This court has held that:
In order for the R.C.
2943.031 advisement to apply, the record must affirmatively demonstrate that a defendant is not a citizen of the United States through affidavit or other documentation. State v. Thomas (March 18, 1993), Cuyahoga App. Nos. 63719, 63720, unreported, 1993 Ohio App. LEXIS 1496. This Court has held further that there must be a showing of prejudicial effect caused by the trial court's failure to advise a defendant with respect to possible deportation before a motion to vacate a guilty plea will be granted. State v. Guild (Jan. 13, 1994) Cuyahoga App. No. 63407, unreported, 1994 Ohio App. LEXIS 54. State v. Isleim (August 18, 1994) Cuyahoga App. No. 66201, unreported, 1994 Ohio App. LEXIS 3637 at 5.In order for a reviewing court to vacate the appellant's guilty plea, the appellant must be able to demonstrate a prejudicial effect by the trial court's failure to inform him of the possibility of deportation. See State v. Muller (1999),
134 Ohio App.3d 737 ; State v. Bisono (August 5, 1999, Cuyahoga App. No. 74446, unreported, 1999 Ohio App. LEXIS 3549.This court, in Bisono, determined that the appellant had failed to demonstrate a prejudicial effect because "she faces only the possibility of deportation. Since no deportation order has been issued, and no further prejudice to Bisono can be ascertained from the record, the judge's error was harmless." Id. at 2.

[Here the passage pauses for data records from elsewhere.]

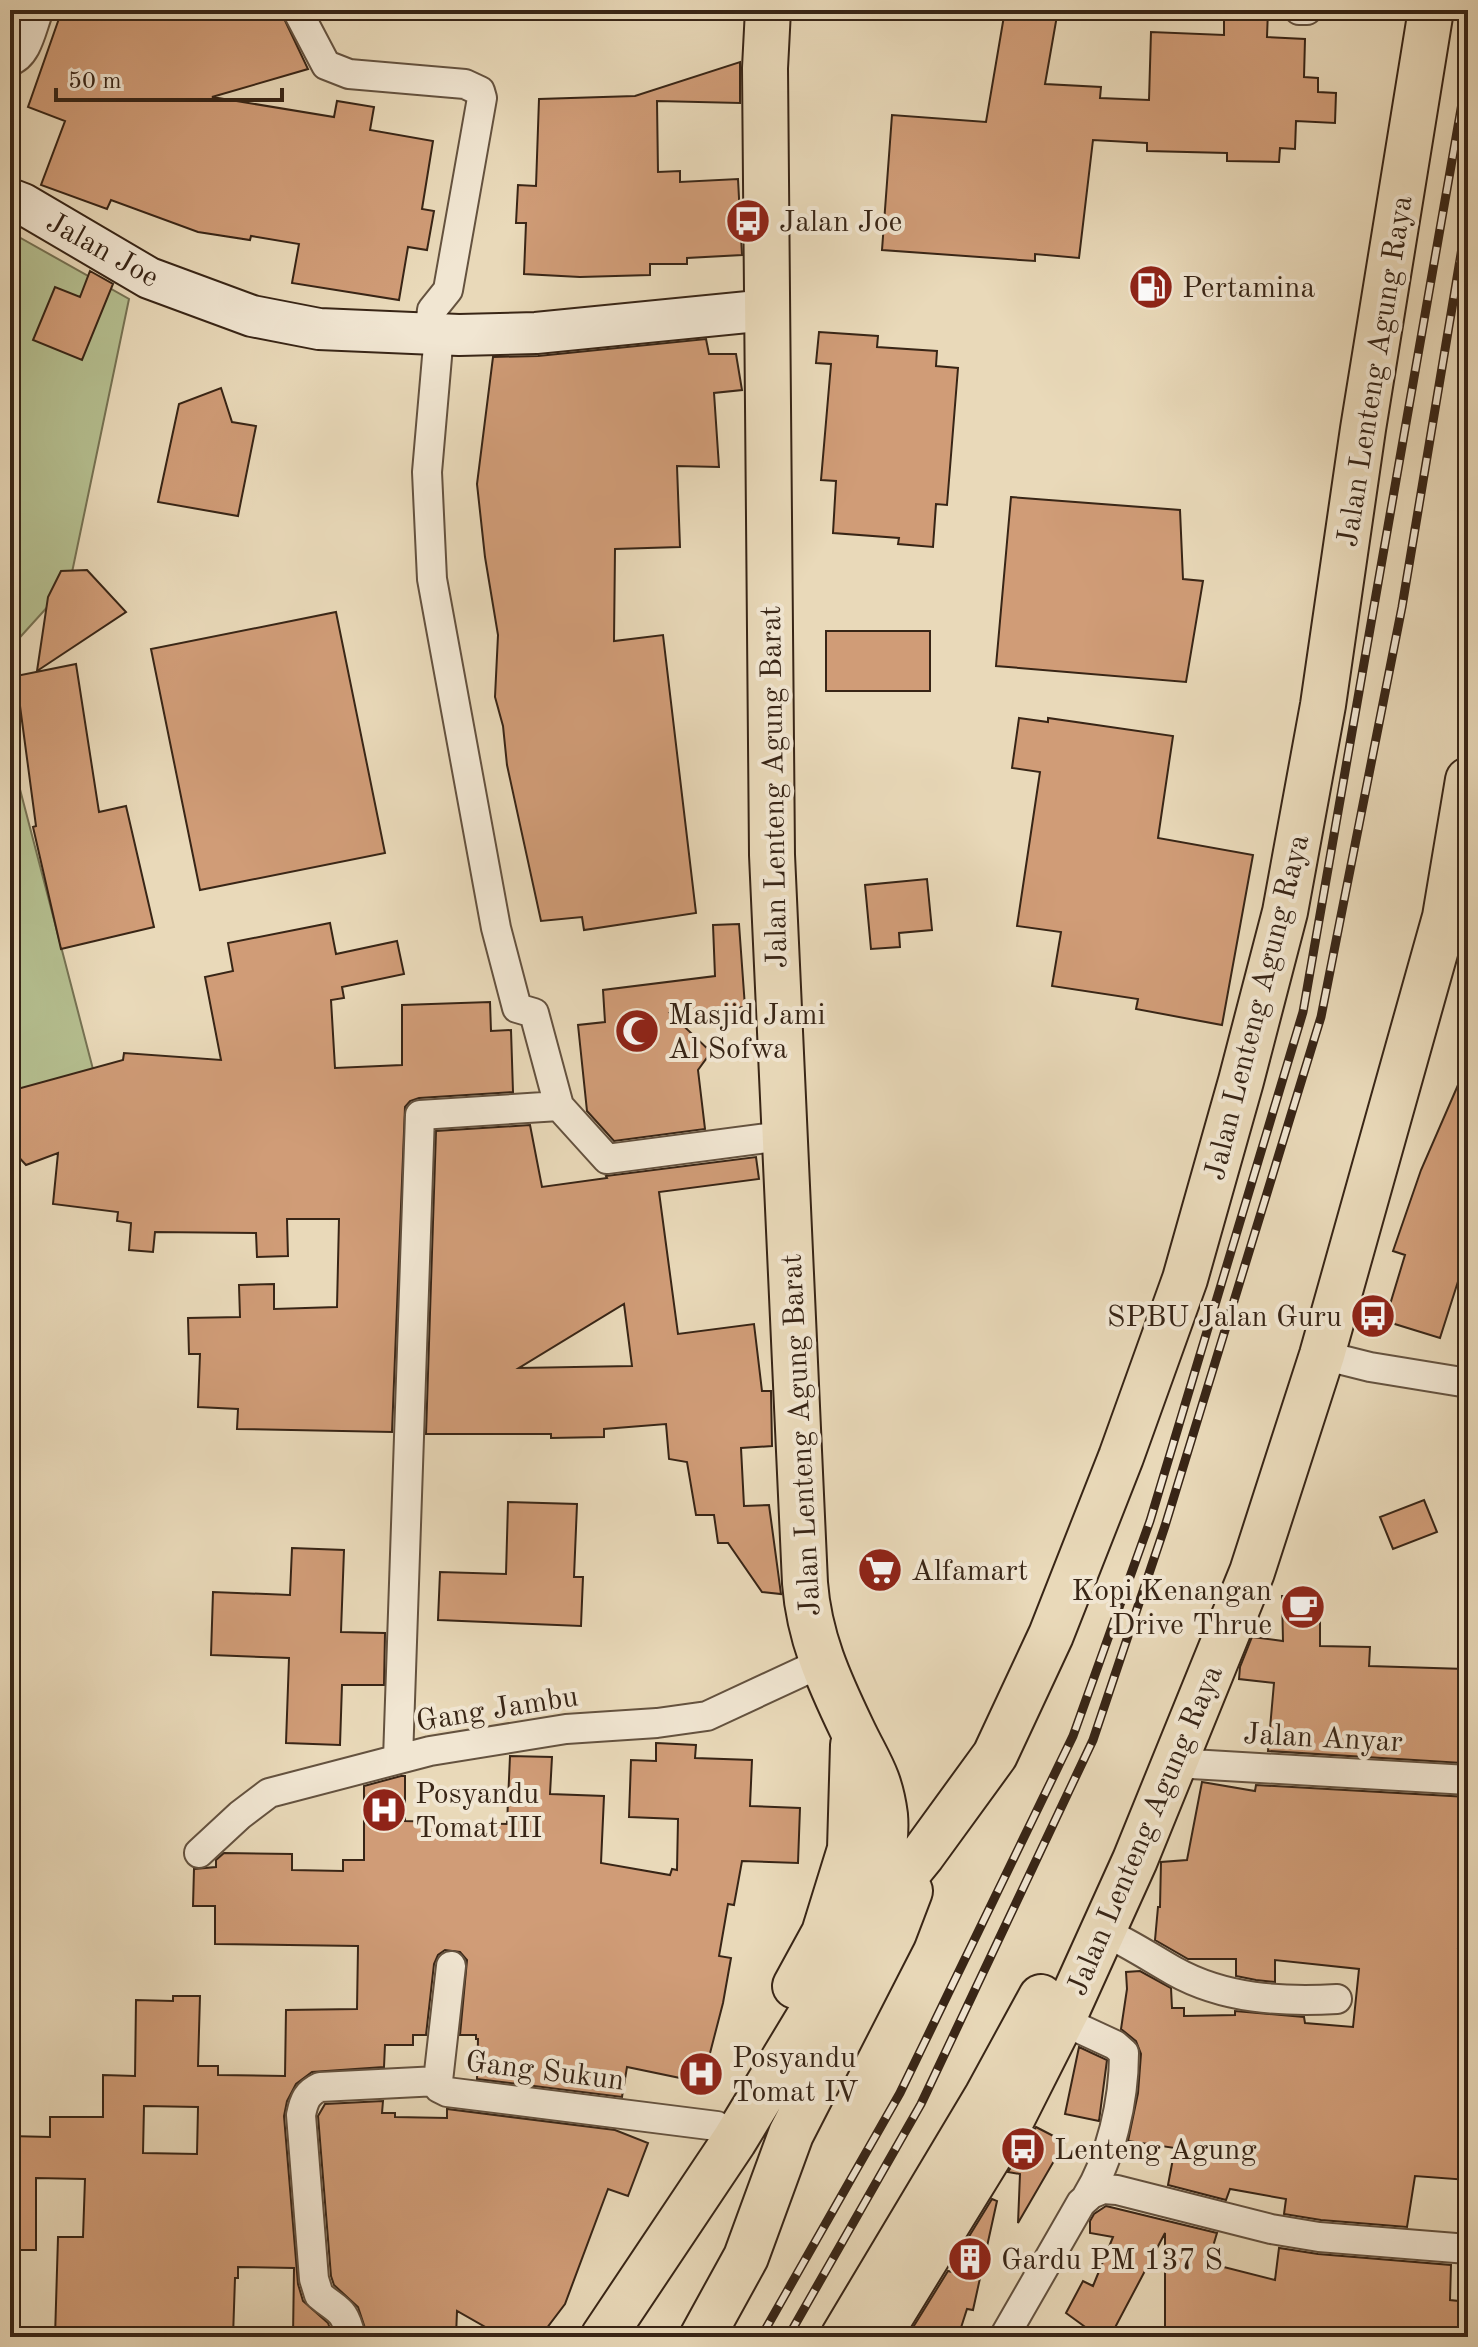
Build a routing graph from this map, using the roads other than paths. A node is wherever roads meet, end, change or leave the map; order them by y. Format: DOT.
graph roads {
  1 [pos="39,10"];
  2 [pos="297,10"];
  3 [pos="768,10"];
  4 [pos="1299,10"];
  5 [pos="1307,10"];
  6 [pos="1431,10"];
  7 [pos="10,61"];
  8 [pos="10,199"];
  9 [pos="767,310"];
  10 [pos="442,334"];
  11 [pos="1468,780"];
  12 [pos="561,1109"];
  13 [pos="783,1136"];
  14 [pos="1322,1355"];
  15 [pos="1468,1383"];
  16 [pos="812,1667"];
  17 [pos="854,1733"];
  18 [pos="398,1759"];
  19 [pos="1171,1770"];
  20 [pos="1468,1780"];
  21 [pos="199,1853"];
  22 [pos="923,1854"];
  23 [pos="862,1929"];
  24 [pos="1087,1936"];
  25 [pos="451,1966"];
  26 [pos="1337,1999"];
  27 [pos="1061,2020"];
  28 [pos="438,2081"];
  29 [pos="721,2120"];
  30 [pos="1086,2198"];
  31 [pos="1468,2249"];
  32 [pos="351,2337"];
  33 [pos="577,2337"];
  34 [pos="603,2337"];
  35 [pos="702,2337"];
  36 [pos="843,2337"];
  37 [pos="878,2337"];
  38 [pos="1004,2337"];
  1 -- 7 [label="street"];
  2 -- 10 [label="street"];
  3 -- 9 [label="main road, Jalan Lenteng Agung Barat"];
  4 -- 5 [label="street"];
  6 -- 22 [label="main road, Jalan Lenteng Agung Raya"];
  8 -- 10 [label="street, Jalan Joe"];
  9 -- 10 [label="street, Jalan Joe"];
  9 -- 13 [label="main road, Jalan Lenteng Agung Barat"];
  10 -- 12 [label="street"];
  11 -- 14 [label="main road, Jalan Lenteng Agung Raya"];
  12 -- 13 [label="street"];
  12 -- 18 [label="street"];
  13 -- 16 [label="main road, Jalan Lenteng Agung Barat"];
  14 -- 15 [label="street"];
  14 -- 19 [label="main road, Jalan Lenteng Agung Raya"];
  16 -- 17 [label="main road, Jalan Lenteng Agung Barat"];
  16 -- 18 [label="street, Gang Jambu"];
  17 -- 23 [label="main road, Jalan Lenteng Agung Barat"];
  17 -- 29 [label="main road"];
  18 -- 21 [label="street, Gang Jambu"];
  19 -- 20 [label="street, Jalan Anyar"];
  19 -- 24 [label="main road, Jalan Lenteng Agung Raya"];
  22 -- 23 [label="main road, Jalan Lenteng Agung Raya"];
  22 -- 35 [label="main road"];
  23 -- 34 [label="main road"];
  24 -- 26 [label="street"];
  24 -- 27 [label="main road, Jalan Lenteng Agung Raya"];
  24 -- 36 [label="main road"];
  25 -- 28 [label="street, Gang Sukun"];
  27 -- 30 [label="street"];
  27 -- 37 [label="main road, Jalan Lenteng Agung Raya"];
  28 -- 29 [label="street, Gang Sukun"];
  28 -- 32 [label="street"];
  29 -- 33 [label="main road"];
  30 -- 31 [label="street"];
  30 -- 38 [label="street"];
}
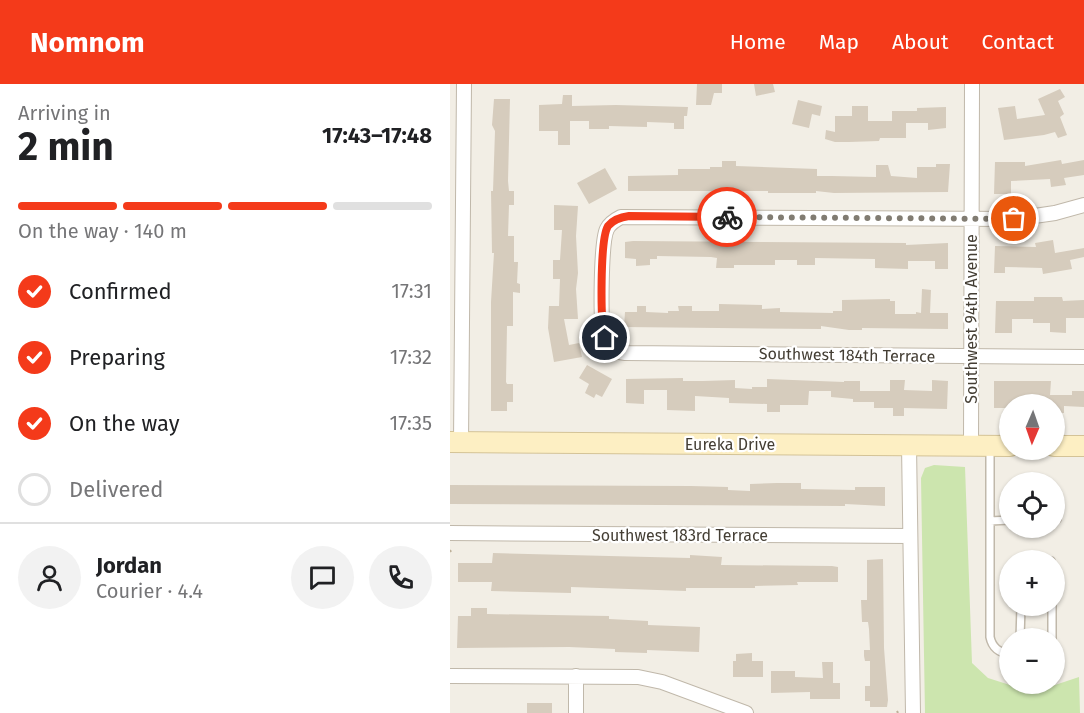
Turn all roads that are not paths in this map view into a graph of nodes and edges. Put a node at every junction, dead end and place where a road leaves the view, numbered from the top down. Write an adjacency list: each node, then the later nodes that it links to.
1 (464, 84): 3 (street)
2 (972, 84): 5 (street, Southwest 94th Avenue)
3 (457, 154): 8 (street)
4 (1084, 205): 5 (street)
5 (972, 219): 6 (street, Southwest 94th Avenue); 6 (street, Southwest 184th Terrace)
6 (970, 356): 7 (street, Southwest 184th Terrace); 10 (street, Southwest 94th Avenue)
7 (1084, 357)
8 (456, 442): 9 (main road, Eureka Drive)
9 (909, 445): 10 (main road, Eureka Drive); 17 (street)
10 (980, 446): 11 (main road, Eureka Drive); 14 (lane)
11 (999, 446)
12 (1065, 446): 13 (main road)
13 (1084, 446)
14 (990, 521): 15 (lane); 18 (lane)
15 (999, 521)
16 (450, 533): 17 (street, Southwest 183rd Terrace)
17 (910, 536): 23 (street)
18 (999, 651)
19 (450, 676): 20 (street)
20 (576, 676): 21 (street); 22 (street)
21 (576, 713)
22 (746, 713)
23 (913, 713)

In this case, the trial court stated that Cvekic's deportation problems were not because of his bigamy conviction, but because of the misrepresentations he made upon entering the United States. The Notice to Appear from the INS stated in pertinent part:
* * *[I]t is charged that you are subject to removal from the United States pursuant to the following provision(s) of law:
Section 237(a)(1)(A) of the Immigration and Nationality Act, as amended, in that at the time of entry or of adjustment of status, you were within one or more of the classes of aliens inadmissible by the law existing at such time, to wit: aliens who seek to procure, or have sought to procure, or who have procured a visa, or other documentation, or admission into the United States, or other benefit provided under the Act, by fraud or by willfully misrepresenting a material fact, under Section 212(a)(6)(C)(i) of the Act.
Therefore, the record reflects that the effect of the trial court in not issuing the mandatory advisement was not prejudicial regarding possible deportation specifically due to Cvekic's conviction for bigamy. Even if the bigamy conviction was vacated, the underlying misrepresentation remains; therefore, the INS still possesses unrelated grounds for deportation.
Judgment affirmed.
It is ordered that appellee recover from appellant costs herein taxed.
The court finds there were reasonable grounds for this appeal.
It is ordered that a special mandate issue out of this court directing the Parma Municipal Court to carry this judgment into execution. The defendant's conviction having been affirmed, any bail pending appeal is terminated. Case remanded to the trial court for execution of sentence.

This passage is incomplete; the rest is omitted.